点滴

 久しぶりに点滴を受けました。始まってから、時間つぶしの準備を何もしてこなかったことを後悔したのですがもう後の祭り、1時間ちょっとの間、考え事をしたり点滴液がポタリポタリ落ちるのをただ見つめているだけ。そうしているとあることに気づきました。
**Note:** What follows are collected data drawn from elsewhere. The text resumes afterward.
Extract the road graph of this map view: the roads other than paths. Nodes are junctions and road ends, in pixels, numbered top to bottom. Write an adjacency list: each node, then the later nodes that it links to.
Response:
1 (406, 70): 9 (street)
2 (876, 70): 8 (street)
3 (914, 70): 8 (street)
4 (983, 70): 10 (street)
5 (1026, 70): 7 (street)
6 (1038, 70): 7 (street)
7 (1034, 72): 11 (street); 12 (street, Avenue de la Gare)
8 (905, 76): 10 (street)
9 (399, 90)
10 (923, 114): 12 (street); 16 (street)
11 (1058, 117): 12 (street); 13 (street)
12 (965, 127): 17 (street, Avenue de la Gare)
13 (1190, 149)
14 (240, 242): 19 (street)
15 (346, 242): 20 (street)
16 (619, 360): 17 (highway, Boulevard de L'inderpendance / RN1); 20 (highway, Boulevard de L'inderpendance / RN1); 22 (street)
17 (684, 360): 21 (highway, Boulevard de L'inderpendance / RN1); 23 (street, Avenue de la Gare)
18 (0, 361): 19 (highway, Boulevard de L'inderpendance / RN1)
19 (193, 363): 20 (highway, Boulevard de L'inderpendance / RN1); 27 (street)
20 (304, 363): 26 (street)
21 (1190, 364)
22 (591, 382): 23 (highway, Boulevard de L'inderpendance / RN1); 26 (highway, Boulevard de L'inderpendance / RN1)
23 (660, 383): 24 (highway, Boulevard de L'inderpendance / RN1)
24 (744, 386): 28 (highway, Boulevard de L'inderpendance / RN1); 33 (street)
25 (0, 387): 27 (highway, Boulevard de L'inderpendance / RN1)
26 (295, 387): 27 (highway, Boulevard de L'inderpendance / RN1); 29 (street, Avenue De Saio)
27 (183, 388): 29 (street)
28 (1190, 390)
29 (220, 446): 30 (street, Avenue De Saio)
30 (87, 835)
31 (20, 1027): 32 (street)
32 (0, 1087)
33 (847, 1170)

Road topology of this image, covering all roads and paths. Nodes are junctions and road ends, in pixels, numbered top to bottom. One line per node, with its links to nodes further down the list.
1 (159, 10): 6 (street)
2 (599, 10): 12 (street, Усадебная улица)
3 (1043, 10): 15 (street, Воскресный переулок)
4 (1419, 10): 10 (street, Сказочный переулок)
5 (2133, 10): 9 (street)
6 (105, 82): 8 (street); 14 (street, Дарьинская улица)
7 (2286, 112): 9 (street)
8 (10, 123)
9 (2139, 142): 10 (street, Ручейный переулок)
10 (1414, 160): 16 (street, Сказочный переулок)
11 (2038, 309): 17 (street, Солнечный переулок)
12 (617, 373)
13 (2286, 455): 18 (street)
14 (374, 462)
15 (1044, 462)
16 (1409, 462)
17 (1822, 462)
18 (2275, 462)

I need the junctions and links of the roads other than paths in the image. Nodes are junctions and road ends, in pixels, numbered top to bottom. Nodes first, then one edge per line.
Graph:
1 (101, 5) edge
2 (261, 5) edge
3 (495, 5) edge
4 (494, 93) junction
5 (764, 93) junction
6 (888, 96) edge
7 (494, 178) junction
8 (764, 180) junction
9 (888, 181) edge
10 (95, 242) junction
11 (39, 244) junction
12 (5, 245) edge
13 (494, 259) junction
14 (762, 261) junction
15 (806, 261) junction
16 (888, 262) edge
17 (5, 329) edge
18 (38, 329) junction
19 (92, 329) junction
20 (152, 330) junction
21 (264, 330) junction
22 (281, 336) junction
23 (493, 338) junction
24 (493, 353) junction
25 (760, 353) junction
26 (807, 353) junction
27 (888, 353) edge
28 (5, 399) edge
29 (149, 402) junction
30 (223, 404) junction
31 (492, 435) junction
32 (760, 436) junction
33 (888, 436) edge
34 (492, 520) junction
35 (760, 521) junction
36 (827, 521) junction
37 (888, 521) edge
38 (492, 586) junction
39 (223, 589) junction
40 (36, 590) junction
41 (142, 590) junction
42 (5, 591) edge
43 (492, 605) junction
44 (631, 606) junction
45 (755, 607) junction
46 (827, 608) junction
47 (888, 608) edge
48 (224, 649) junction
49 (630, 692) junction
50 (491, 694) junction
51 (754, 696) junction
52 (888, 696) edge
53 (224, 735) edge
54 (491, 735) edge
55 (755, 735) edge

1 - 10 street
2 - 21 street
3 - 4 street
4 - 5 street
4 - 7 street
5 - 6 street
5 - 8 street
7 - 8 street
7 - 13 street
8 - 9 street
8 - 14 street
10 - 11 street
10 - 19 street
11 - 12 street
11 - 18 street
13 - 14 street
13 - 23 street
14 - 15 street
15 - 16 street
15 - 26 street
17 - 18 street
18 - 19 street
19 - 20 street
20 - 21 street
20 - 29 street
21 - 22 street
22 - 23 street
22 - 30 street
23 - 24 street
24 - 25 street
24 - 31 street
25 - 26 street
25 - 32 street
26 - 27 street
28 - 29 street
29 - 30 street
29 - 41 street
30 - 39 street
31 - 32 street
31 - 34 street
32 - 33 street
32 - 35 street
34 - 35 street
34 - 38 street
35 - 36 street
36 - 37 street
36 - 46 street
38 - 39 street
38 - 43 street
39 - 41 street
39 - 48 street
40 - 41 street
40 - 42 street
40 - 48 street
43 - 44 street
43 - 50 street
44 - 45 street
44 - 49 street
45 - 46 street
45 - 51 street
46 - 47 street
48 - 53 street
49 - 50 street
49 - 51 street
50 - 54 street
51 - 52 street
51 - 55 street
 ご存知の通り、点滴は樹脂製の袋に入った点滴液が吊るされ、途中に液だまりを持つ細いチュウブと注射針とを経て血管に注入されるわけですが、その仕組みは今まで単純に重力によって流れ込むものだと思っていました。ところが一向に袋の中に空気が入っていく様子はなく、袋は液の減りに従ってぺしゃんこになっていきます。子供の頃実験でやったように、空気が入っていかない限り、これでは容器から液は落ちてきません。不思議だなぁと思っていると点滴液が残り少なくなってやっと下から気泡が上がり始めます。袋とチューブを繋ぐところについている小さな器具が、調節弁の役割を果たしているのでしょう。
 でもどうして最初のうち、空気も入らず点滴液が落ちてくるのだろう。何もすることの無い時間、私の考えた結論は、私の体内の血流が点滴液を引っ張り入れているのだろう、です。さて、本当のところはどうなんでしょうか。
 でもあれこれ考えていたおかげで、長い時間を短く感じることができました。